Mas não me ocultes o que pensas.

E eu buscarei amar-te.

Muitas pessoas cumprimentam e ocultam discursos de preocupação com outras, quando na verdade estão apenas ocupadas consigo próprias. Ocupações que giram em torno do marketing pessoal, existente mesmo em pessoas com missões de cuidados públicos e pastoreios. Ocupações oriundas de cegueiras na capacidade de enxergar o outro. É impressionante como as pessoas são alheias aos corações alheios!

Estarei dessarte a me ocupar contigo.

É no agir que me faço amigo.

Quando meu coração é abrigo.

E te enxergo, na verdade.

É importante ocupar-se consigo próprio, mas se não conseguir sair da área de conforto para alcançar a outrem o egoísmo tomará conta do próprio coração e a alma sofrerá por não fazer o que mais a realiza: amar, dar amor.

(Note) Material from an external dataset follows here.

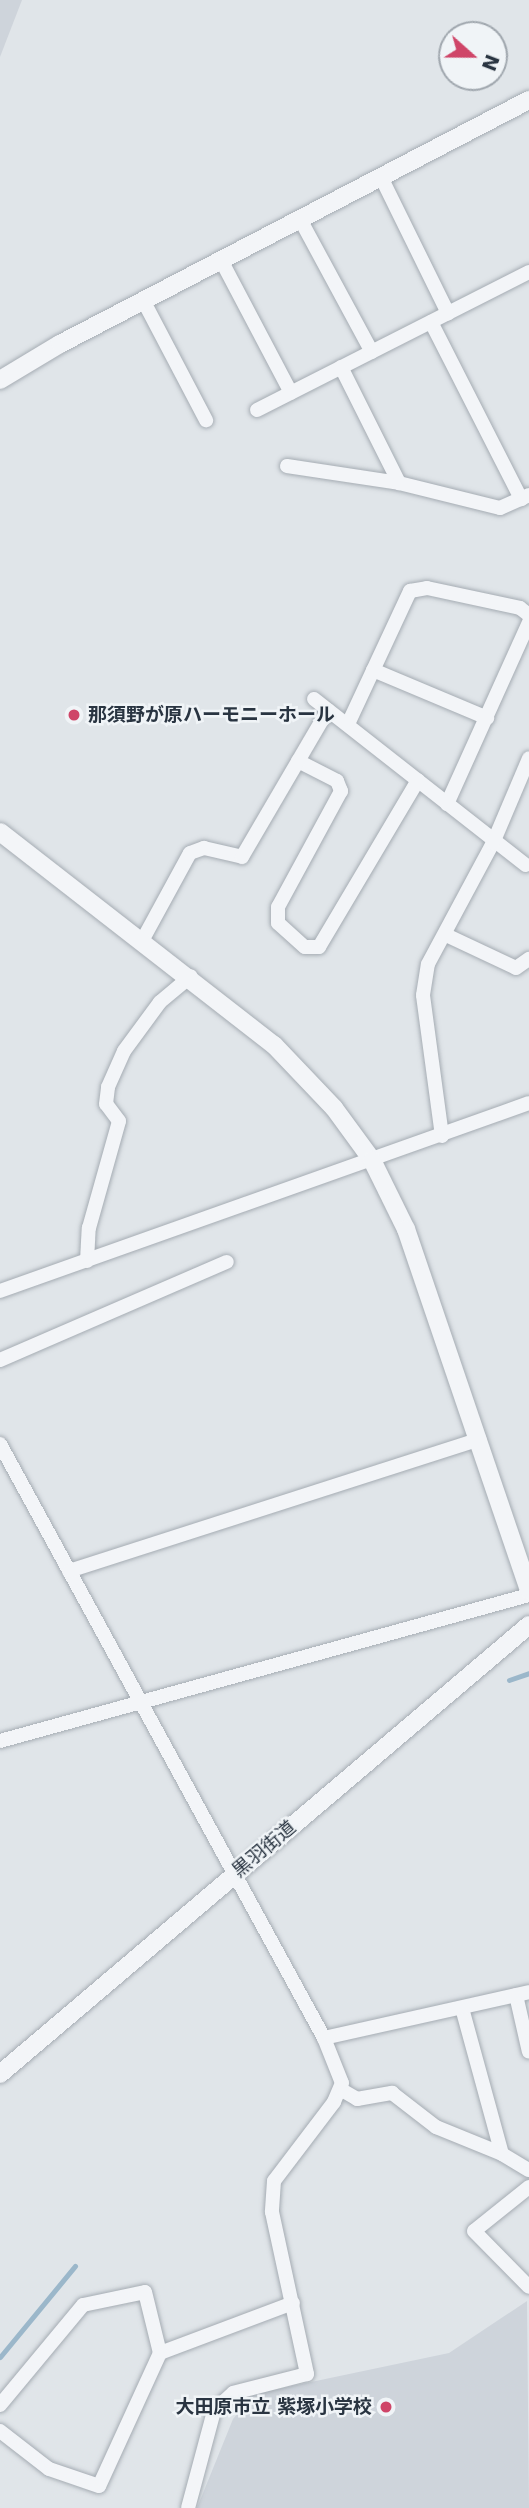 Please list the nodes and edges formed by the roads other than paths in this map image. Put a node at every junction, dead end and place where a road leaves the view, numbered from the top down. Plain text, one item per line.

A transcendência do eu começa com o olhar para dentro do outro e se desenvolve na saída da zona de conforto para alcançar o novo, levando o Sempre Novo para a nova realidade que passa a abraçar, para o novo ambiente que com tal ato de amor passa a iluminar.

Só quando te vejo no íntimo eu te vejo como és.

Quando enxergo quem és que te posso amar.

Talvez não chegue a teus pés, mas sempre te haverei de buscar.

Sobre a área de ação desse amor, há três tipos básicos que requerem atenção. (1) Há o agir junto aos desconhecidos, deixando os familiares e próximos de lado; (2) o agir junto aos familiares, não avançando para os de fora deste círculo; (3) e o agir junto apenas a si mesmo, deixando o eu escravo do próprio eu, matando o agir altruísta da própria alma.

Olho para mim e preciso ir além.

Se cuido dos de longe preciso enxergar os de perto.

Se para os de perto me volte, eu não ignore os que não alcanço.

De um jeito ou de outro, de que preciso amar é certo!

Parte 2

Não é só nas questões de meio ambiente que há argumentações que ocultam os verdadeiros interesses. Há muitos que falam mal dos bois do vizinho para ocultar só maus tratos com os próprios cavalos. Quando o ser humano não supera a sua incapacidade de lidar com os próprios problemas e foca nos problemas alheios, apenas aumenta a quantidade de sujeira debaixo dos próprios tapetes. Uma hora esses tapetes terão tanta areia debaixo que o farão escorregar. Depois, ele ainda vai atribuir isso à lei de Murph ou ao princípio da incerteza de Heizberb, quando é apenas um efeito da teoria do caos.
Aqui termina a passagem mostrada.